We stroll down the streets and I almost slip a few times, my bad balance combined with the snow making for a dicey situation. But each time Padraig grabs me and keeps me upright, and I have to admit, it’s kind of fun to be constantly falling into him. It’s like having a wall of bricks for support, if that wall of bricks was shaped like a rugby god.

I have no idea where we’re going. All I know is that it’s not even midnight yet.

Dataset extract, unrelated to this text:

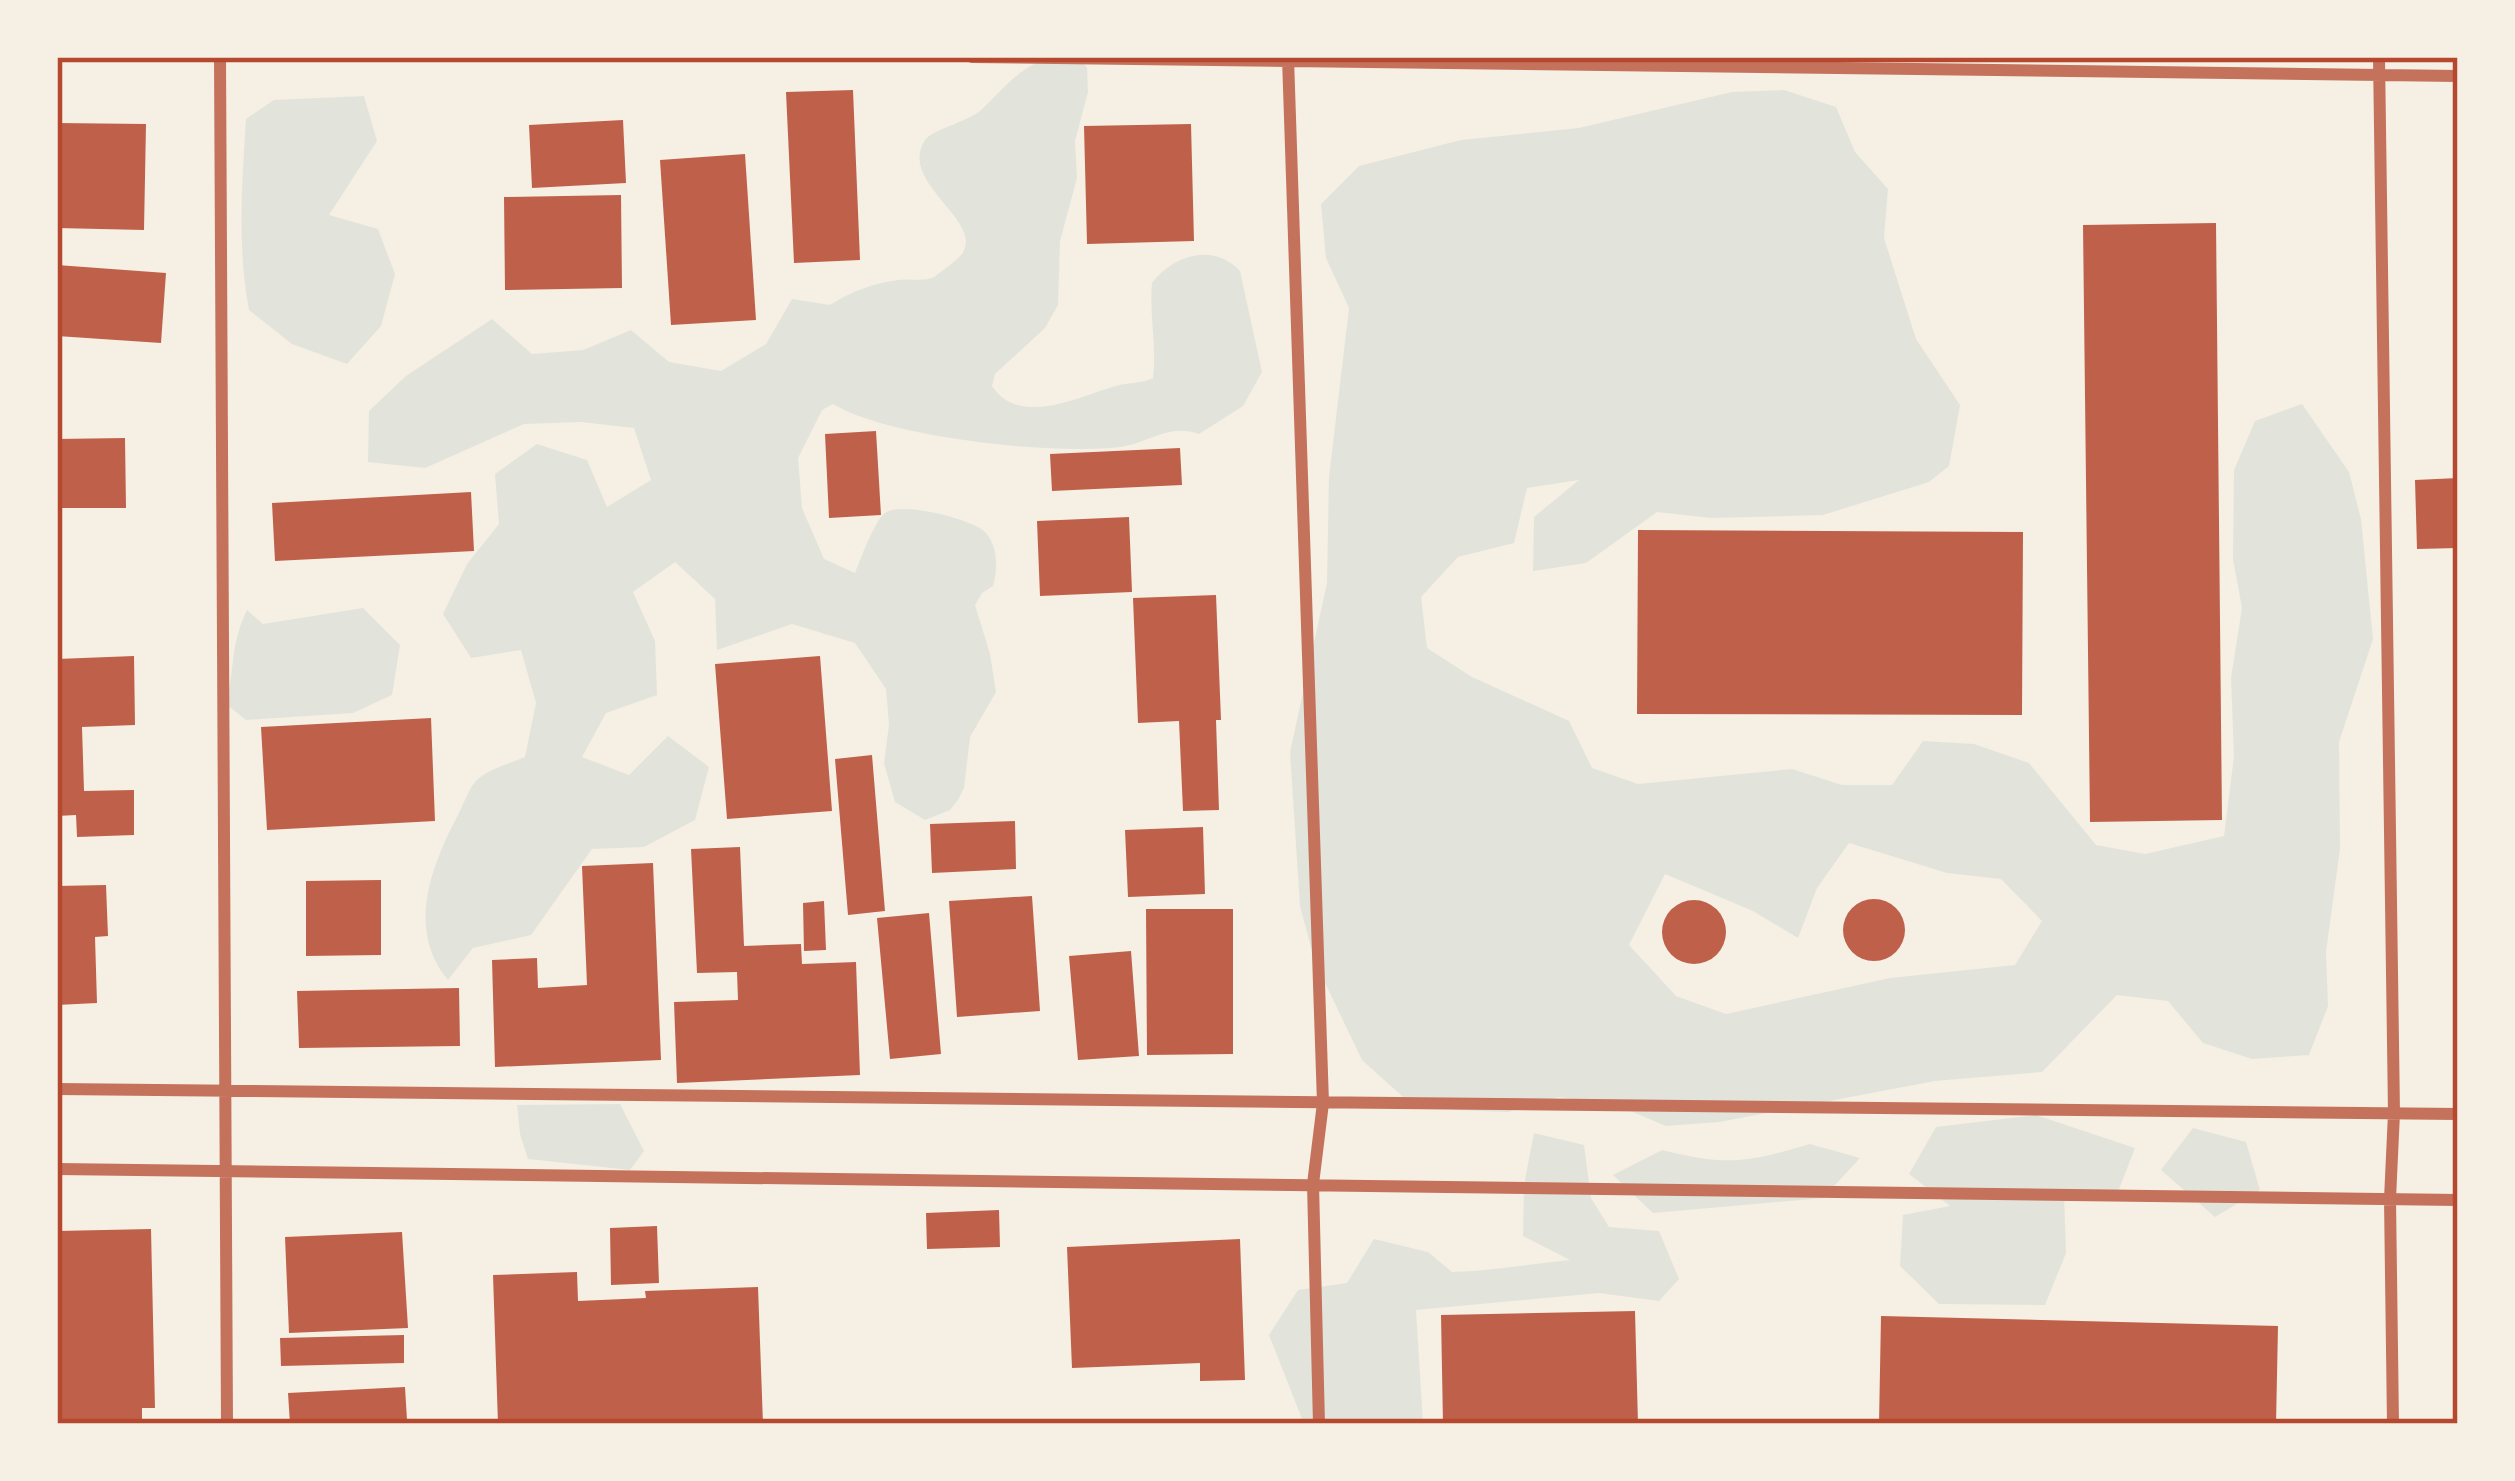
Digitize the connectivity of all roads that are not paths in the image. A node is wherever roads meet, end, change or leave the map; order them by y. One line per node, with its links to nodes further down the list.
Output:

He takes me to a bar and then a club, both of which are packed to the doors and have crazy long lines, both of which we bypass with ease because he’s Padraig McCarthy.

I’m not one for dancing and Padraig doesn’t strike me as the type either, but there’s something about the deep bass beats in this place, and the free-flowing champagne, courtesy of the club, that has us falling into a rhythm together.

At first we’re dancing apart but it’s not long before the inches between us close. The heat from his body and mine brews, and the electricity is flowing in sparks and jumps, moving to the erotic pulse of the music, mixed with the hope and hedonism of the crowd on this once-a-year night.

His hips bridge the gap, his strong palms running down the sides of my waist, my hips slowly swaying then grinding against him. I feel his erection burning through his jeans, the width and length taking my breath again, making me blush in such a way that I’m glad the lights are dim.

I’m both a young girl, na?ve and inexperienced and shy as the very touch and proximity to him hurls me toward a sexual awakening, and at the same time I’m an old soul who has found her equal in another, whose body wants to know this stranger intimately, who isn’t scared at what’s transpiring, but is hungry instead.

Both of these sides are at war inside me, dancing around each other like a caduceus, until I’m dizzy with my feelings for him. This want, this yearning, this need for something new, something exciting and terrifying, it claws through me until I can’t ignore it anymore.

I glance up at Padraig and see only his eyes. Those deep, dark haunting eyes that glimmer with the pulsating lights and yet radiate with something as wanting and wicked as the feelings inside of me.

His hands go to the back of my neck and the small of my back. My chin tips up. The rest of the world fades away and I know when it comes back into focus, everything will be different.